Learn How and Why Any Page is Ranking with this 3-Step Process
Lance is back! In today's post, we're breaking down what your page needs to include in order to rank for a particular query.
Category: Search Engine Optimization | Tags: avalanche email, Content Strategy, keywords, strategy
Today I’m talking about how to dominate the big topics you want to rank for by serving the ambiguity of your topic.
This is my quick 3-step process for understanding what it will take to get a page to rank for a keyword/topic.
Let’s say you want to rank for a short keyword like “car seat.”
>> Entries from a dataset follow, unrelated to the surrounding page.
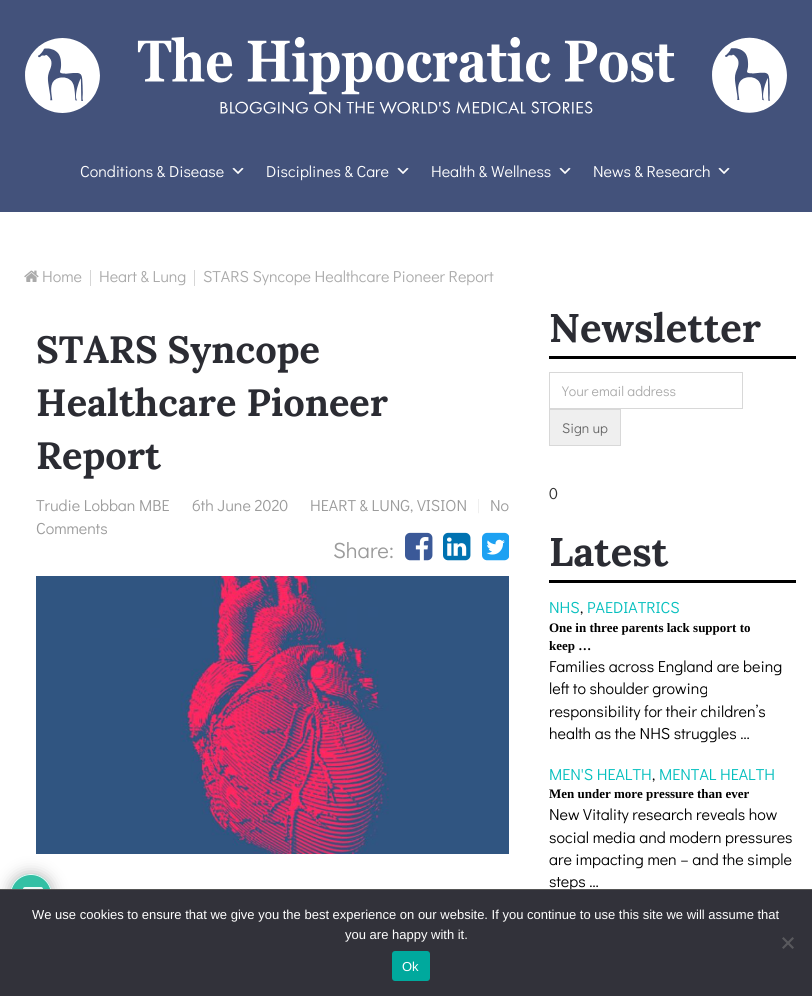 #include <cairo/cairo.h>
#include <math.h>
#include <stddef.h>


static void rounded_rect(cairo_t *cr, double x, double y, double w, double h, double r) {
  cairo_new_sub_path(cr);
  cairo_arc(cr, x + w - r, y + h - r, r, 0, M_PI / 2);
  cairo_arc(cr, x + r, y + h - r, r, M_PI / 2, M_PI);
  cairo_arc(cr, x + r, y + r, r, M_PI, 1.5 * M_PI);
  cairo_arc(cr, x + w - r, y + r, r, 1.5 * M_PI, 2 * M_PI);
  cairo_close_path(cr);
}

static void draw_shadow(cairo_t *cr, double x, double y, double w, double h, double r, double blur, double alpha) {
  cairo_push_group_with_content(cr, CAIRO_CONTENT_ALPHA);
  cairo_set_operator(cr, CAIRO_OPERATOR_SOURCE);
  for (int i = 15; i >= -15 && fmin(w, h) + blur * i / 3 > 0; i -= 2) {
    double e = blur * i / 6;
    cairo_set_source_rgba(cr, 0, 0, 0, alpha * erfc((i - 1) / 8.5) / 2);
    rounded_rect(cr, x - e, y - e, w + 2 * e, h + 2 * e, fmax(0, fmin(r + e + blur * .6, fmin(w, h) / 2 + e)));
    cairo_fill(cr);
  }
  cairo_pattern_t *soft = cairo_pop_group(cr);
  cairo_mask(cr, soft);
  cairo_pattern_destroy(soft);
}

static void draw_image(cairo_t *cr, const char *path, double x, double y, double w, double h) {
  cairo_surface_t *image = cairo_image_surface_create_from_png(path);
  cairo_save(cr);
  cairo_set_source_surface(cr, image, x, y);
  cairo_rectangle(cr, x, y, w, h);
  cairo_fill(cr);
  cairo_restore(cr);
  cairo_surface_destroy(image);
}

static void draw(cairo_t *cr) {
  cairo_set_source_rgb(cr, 1, 1, 1);
  cairo_paint(cr);
  cairo_set_source_rgb(cr, 67 / 255.0, 82 / 255.0, 123 / 255.0);
  cairo_rectangle(cr, 0, 0, 812, 212);
  cairo_fill(cr);
  draw_image(cr, "images/1.png", 25, 37, 762, 77);
  draw_image(cr, "images/2.png", 232, 167, 12, 7);
  draw_image(cr, "images/2.png", 397, 167, 12, 7);
  draw_image(cr, "images/2.png", 559, 167, 12, 7);
  draw_image(cr, "images/2.png", 718, 167, 12, 7);
  draw_image(cr, "images/3.png", 24, 270, 15, 12);
  cairo_set_source_rgb(cr, 214 / 255.0, 214 / 255.0, 214 / 255.0);
  cairo_rectangle(cr, 90, 270, 1, 16);
  cairo_fill(cr);
  cairo_rectangle(cr, 194, 270, 1, 16);
  cairo_fill(cr);
  draw_image(cr, "images/4.png", 405, 532, 28, 29);
  draw_image(cr, "images/5.png", 443, 532, 28, 29);
  draw_image(cr, "images/6.png", 482, 532, 27, 29);
  draw_image(cr, "images/7.png", 36, 576, 473, 278);
  cairo_set_source_rgb(cr, 0, 0, 0);
  cairo_rectangle(cr, 549, 356, 247, 3);
  cairo_fill(cr);
  cairo_rectangle(cr, 549.5, 372.5, 193, 36);
  cairo_set_source_rgb(cr, 216 / 255.0, 216 / 255.0, 216 / 255.0);
  cairo_set_line_width(cr, 1);
  cairo_stroke(cr);
  cairo_set_source_rgb(cr, 239 / 255.0, 239 / 255.0, 239 / 255.0);
  cairo_rectangle(cr, 549.5, 409.5, 71, 36);
  cairo_fill_preserve(cr);
  cairo_set_source_rgb(cr, 216 / 255.0, 216 / 255.0, 216 / 255.0);
  cairo_stroke(cr);
  cairo_set_source_rgb(cr, 0, 0, 0);
  cairo_rectangle(cr, 549, 580, 247, 3);
  cairo_fill(cr);
  cairo_save(cr);
  cairo_set_fill_rule(cr, CAIRO_FILL_RULE_EVEN_ODD);
  cairo_new_path(cr);
  cairo_move_to(cr, 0, 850);
  cairo_line_to(cr, 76, 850);
  cairo_line_to(cr, 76, 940);
  cairo_line_to(cr, 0, 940);
  cairo_close_path(cr);
  cairo_move_to(cr, 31, 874);
  cairo_curve_to(cr, 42.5, 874, 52, 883.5, 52, 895);
  cairo_curve_to(cr, 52, 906.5, 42.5, 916, 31, 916);
  cairo_curve_to(cr, 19.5, 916, 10, 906.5, 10, 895);
  cairo_curve_to(cr, 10, 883.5, 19.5, 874, 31, 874);
  cairo_close_path(cr);
  cairo_clip(cr);
  cairo_set_source_rgb(cr, 170 / 255.0, 170 / 255.0, 170 / 255.0);
  draw_shadow(cr, 10, 874, 42, 42, 21, 7.5, 0.9);
  cairo_restore(cr);
  cairo_set_source_rgba(cr, 29 / 255.0, 185 / 255.0, 154 / 255.0, 0.9);
  cairo_arc(cr, 31, 895, 21, 0, 2 * M_PI);
  cairo_fill(cr);
  cairo_arc(cr, 31, 895, 20.5, 0, 2 * M_PI);
  cairo_set_source_rgba(cr, 1, 1, 1, 0.9);
  cairo_stroke(cr);
  draw_image(cr, "images/8.png", 23, 887, 20, 2);
  cairo_select_font_face(cr, "Didact Gothic", CAIRO_FONT_SLANT_NORMAL, CAIRO_FONT_WEIGHT_NORMAL);
  cairo_set_font_size(cr, 16);
  cairo_set_source_rgb(cr, 1, 1, 1);
  cairo_move_to(cr, 80, 177);
  cairo_show_text(cr, "Conditions & Disease");
  cairo_move_to(cr, 266, 177);
  cairo_show_text(cr, "Disciplines & Care");
  cairo_move_to(cr, 431, 177);
  cairo_show_text(cr, "Health & Wellness");
  cairo_move_to(cr, 593, 177);
  cairo_show_text(cr, "News & Research");
  cairo_set_source_rgb(cr, 170 / 255.0, 170 / 255.0, 170 / 255.0);
  cairo_move_to(cr, 42, 282);
  cairo_show_text(cr, "Home");
  cairo_move_to(cr, 99, 282);
  cairo_show_text(cr, "Heart & Lung");
  cairo_move_to(cr, 203, 282);
  cairo_show_text(cr, "STARS Syncope Healthcare Pioneer Report");
  cairo_select_font_face(cr, "Lora", CAIRO_FONT_SLANT_NORMAL, CAIRO_FONT_WEIGHT_BOLD);
  cairo_set_font_size(cr, 38);
  cairo_set_source_rgb(cr, 43 / 255.0, 44 / 255.0, 51 / 255.0);
  cairo_move_to(cr, 36, 363);
  cairo_show_text(cr, "STARS Syncope");
  cairo_move_to(cr, 36, 416);
  cairo_show_text(cr, "Healthcare Pioneer");
  cairo_move_to(cr, 36, 469);
  cairo_show_text(cr, "Report");
  cairo_select_font_face(cr, "Didact Gothic", CAIRO_FONT_SLANT_NORMAL, CAIRO_FONT_WEIGHT_NORMAL);
  cairo_set_font_size(cr, 16);
  cairo_set_source_rgb(cr, 155 / 255.0, 155 / 255.0, 155 / 255.0);
  cairo_move_to(cr, 36, 511);
  cairo_show_text(cr, "Trudie Lobban MBE");
  cairo_move_to(cr, 192, 511);
  cairo_show_text(cr, "6th June 2020");
  cairo_move_to(cr, 310, 511);
  cairo_show_text(cr, "HEART & LUNG, VISION");
  cairo_set_source_rgb(cr, 235 / 255.0, 235 / 255.0, 235 / 255.0);
  cairo_move_to(cr, 477, 511);
  cairo_show_text(cr, "|");
  cairo_set_source_rgb(cr, 155 / 255.0, 155 / 255.0, 155 / 255.0);
  cairo_move_to(cr, 490, 511);
  cairo_show_text(cr, "No");
  cairo_move_to(cr, 36, 534);
  cairo_show_text(cr, "Comments");
  cairo_set_font_size(cr, 22);
  cairo_move_to(cr, 333, 558);
  cairo_show_text(cr, "Share:");
  cairo_select_font_face(cr, "Lora", CAIRO_FONT_SLANT_NORMAL, CAIRO_FONT_WEIGHT_BOLD);
  cairo_set_font_size(cr, 40);
  cairo_set_source_rgb(cr, 43 / 255.0, 44 / 255.0, 51 / 255.0);
  cairo_move_to(cr, 549, 342);
  cairo_show_text(cr, "Newsletter");
  cairo_select_font_face(cr, "Didact Gothic", CAIRO_FONT_SLANT_NORMAL, CAIRO_FONT_WEIGHT_NORMAL);
  cairo_set_font_size(cr, 14);
  cairo_set_source_rgb(cr, 170 / 255.0, 170 / 255.0, 170 / 255.0);
  cairo_move_to(cr, 562, 396);
  cairo_show_text(cr, "Your email address");
  cairo_set_source_rgb(cr, 102 / 255.0, 102 / 255.0, 102 / 255.0);
  cairo_move_to(cr, 562, 433);
  cairo_show_text(cr, "Sign up");
  cairo_set_font_size(cr, 16);
  cairo_set_source_rgb(cr, 51 / 255.0, 51 / 255.0, 51 / 255.0);
  cairo_move_to(cr, 549, 499);
  cairo_show_text(cr, "0");
  cairo_select_font_face(cr, "Lora", CAIRO_FONT_SLANT_NORMAL, CAIRO_FONT_WEIGHT_BOLD);
  cairo_set_font_size(cr, 40);
  cairo_set_source_rgb(cr, 43 / 255.0, 44 / 255.0, 51 / 255.0);
  cairo_move_to(cr, 549, 566);
  cairo_show_text(cr, "Latest");
  cairo_select_font_face(cr, "Didact Gothic", CAIRO_FONT_SLANT_NORMAL, CAIRO_FONT_WEIGHT_NORMAL);
  cairo_set_font_size(cr, 16);
  cairo_set_source_rgb(cr, 5 / 255.0, 191 / 255.0, 190 / 255.0);
  cairo_move_to(cr, 549, 613);
  cairo_show_text(cr, "NHS");
  cairo_set_source_rgb(cr, 0, 0, 0);
  cairo_move_to(cr, 580, 613);
  cairo_show_text(cr, ",");
  cairo_set_source_rgb(cr, 5 / 255.0, 191 / 255.0, 190 / 255.0);
  cairo_move_to(cr, 587, 613);
  cairo_show_text(cr, "PAEDIATRICS");
  cairo_select_font_face(cr, "Liberation Serif", CAIRO_FONT_SLANT_NORMAL, CAIRO_FONT_WEIGHT_BOLD);
  cairo_set_font_size(cr, 13);
  cairo_set_source_rgb(cr, 0, 0, 0);
  cairo_move_to(cr, 549, 632);
  cairo_show_text(cr, "One in three parents lack support to");
  cairo_move_to(cr, 549, 650);
  cairo_show_text(cr, "keep …");
  cairo_select_font_face(cr, "Didact Gothic", CAIRO_FONT_SLANT_NORMAL, CAIRO_FONT_WEIGHT_NORMAL);
  cairo_set_font_size(cr, 16);
  cairo_move_to(cr, 549, 672);
  cairo_show_text(cr, "Families across England are being");
  cairo_move_to(cr, 549, 694);
  cairo_show_text(cr, "left to shoulder growing");
  cairo_move_to(cr, 549, 717);
  cairo_show_text(cr, "responsibility for their children’s");
  cairo_move_to(cr, 549, 739);
  cairo_show_text(cr, "health as the NHS struggles …");
  cairo_set_source_rgb(cr, 5 / 255.0, 191 / 255.0, 190 / 255.0);
  cairo_move_to(cr, 549, 780);
  cairo_show_text(cr, "MEN'S HEALTH");
  cairo_set_source_rgb(cr, 0, 0, 0);
  cairo_move_to(cr, 652, 780);
  cairo_show_text(cr, ",");
  cairo_set_source_rgb(cr, 5 / 255.0, 191 / 255.0, 190 / 255.0);
  cairo_move_to(cr, 659, 780);
  cairo_show_text(cr, "MENTAL HEALTH");
  cairo_select_font_face(cr, "Liberation Serif", CAIRO_FONT_SLANT_NORMAL, CAIRO_FONT_WEIGHT_BOLD);
  cairo_set_font_size(cr, 13);
  cairo_set_source_rgb(cr, 0, 0, 0);
  cairo_move_to(cr, 549, 798);
  cairo_show_text(cr, "Men under more pressure than ever");
  cairo_select_font_face(cr, "Didact Gothic", CAIRO_FONT_SLANT_NORMAL, CAIRO_FONT_WEIGHT_NORMAL);
  cairo_set_font_size(cr, 16);
  cairo_move_to(cr, 549, 820);
  cairo_show_text(cr, "New Vitality research reveals how");
  cairo_move_to(cr, 549, 843);
  cairo_show_text(cr, "social media and modern pressures");
  cairo_move_to(cr, 549, 865);
  cairo_show_text(cr, "are impacting men – and the simple");
  cairo_move_to(cr, 549, 887);
  cairo_show_text(cr, "steps …");
  cairo_set_source_rgb(cr, 50 / 255.0, 50 / 255.0, 58 / 255.0);
  cairo_rectangle(cr, 0, 890, 812, 106);
  cairo_fill(cr);
  cairo_set_source_rgb(cr, 85 / 255.0, 85 / 255.0, 85 / 255.0);
  cairo_rectangle(cr, 0, 889, 812, 1);
  cairo_fill(cr);
  cairo_select_font_face(cr, "Liberation Sans", CAIRO_FONT_SLANT_NORMAL, CAIRO_FONT_WEIGHT_NORMAL);
  cairo_set_font_size(cr, 13);
  cairo_set_source_rgb(cr, 1, 1, 1);
  cairo_move_to(cr, 32, 919);
  cairo_show_text(cr, "We use cookies to ensure that we give you the best experience on our website. If you continue to use this site we will assume that");
  cairo_move_to(cr, 345, 939);
  cairo_show_text(cr, "you are happy with it.");
  cairo_set_source_rgb(cr, 89 / 255.0, 89 / 255.0, 93 / 255.0);
  cairo_new_path(cr);
  cairo_move_to(cr, 792.5, 937);
  cairo_line_to(cr, 794, 938.5);
  cairo_line_to(cr, 783.5, 949);
  cairo_line_to(cr, 782, 947.5);
  cairo_close_path(cr);
  cairo_fill(cr);
  cairo_new_path(cr);
  cairo_move_to(cr, 782, 938.5);
  cairo_line_to(cr, 783.5, 937);
  cairo_line_to(cr, 794, 947.5);
  cairo_line_to(cr, 792.5, 949);
  cairo_close_path(cr);
  cairo_fill(cr);
  cairo_set_source_rgb(cr, 0, 169 / 255.0, 157 / 255.0);
  rounded_rect(cr, 392, 951, 38, 30, 3);
  cairo_fill(cr);
  cairo_set_source_rgb(cr, 1, 1, 1);
  cairo_move_to(cr, 402, 971);
  cairo_show_text(cr, "Ok");
}

int main(void) {
  cairo_surface_t *surface = cairo_image_surface_create(CAIRO_FORMAT_RGB24, 812, 996);
  cairo_t *cr = cairo_create(surface);
  cairo_font_options_t *options = cairo_font_options_create();
  cairo_font_options_set_hint_metrics(options, CAIRO_HINT_METRICS_OFF);
  cairo_font_options_set_hint_style(options, CAIRO_HINT_STYLE_NONE);
  cairo_set_font_options(cr, options);
  cairo_set_miter_limit(cr, 4);
  draw(cr);
  cairo_surface_write_to_png(surface, "out.png");
  cairo_font_options_destroy(options);
  cairo_destroy(cr);
  cairo_surface_destroy(surface);
  return 0;
}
Here’s where I’d start to understand what I’m up against (I’d do this exact thing for any keyword you give me, seriously go ahead and email me with a keyword and I might send you back a 5-minute video breakdown).
- Search that keyword in Semrush’s keyword magic tool.
You’ll see that there are 422,557 different ways people search that contain some variation of “car seat.” - Search that keyword in Google and audit the search results.
You’ll see product ads and “People also ask” high up in the results because Google knows there is a lot of ambiguity and a lot of different potential intentions (remember, 400,000+ different variations). The unique search engine results page of any keyword is telling a story— you just need to learn how to interpret it. - Audit the first few organic results.
Target has a page that ranks #1 for car seats (here it is). That one page is ranking well, not just because they offer 295 different car seats (although plenty of options help). It’s because on that page, they offer a great navigational and educational experience that covers the topic of car seats well.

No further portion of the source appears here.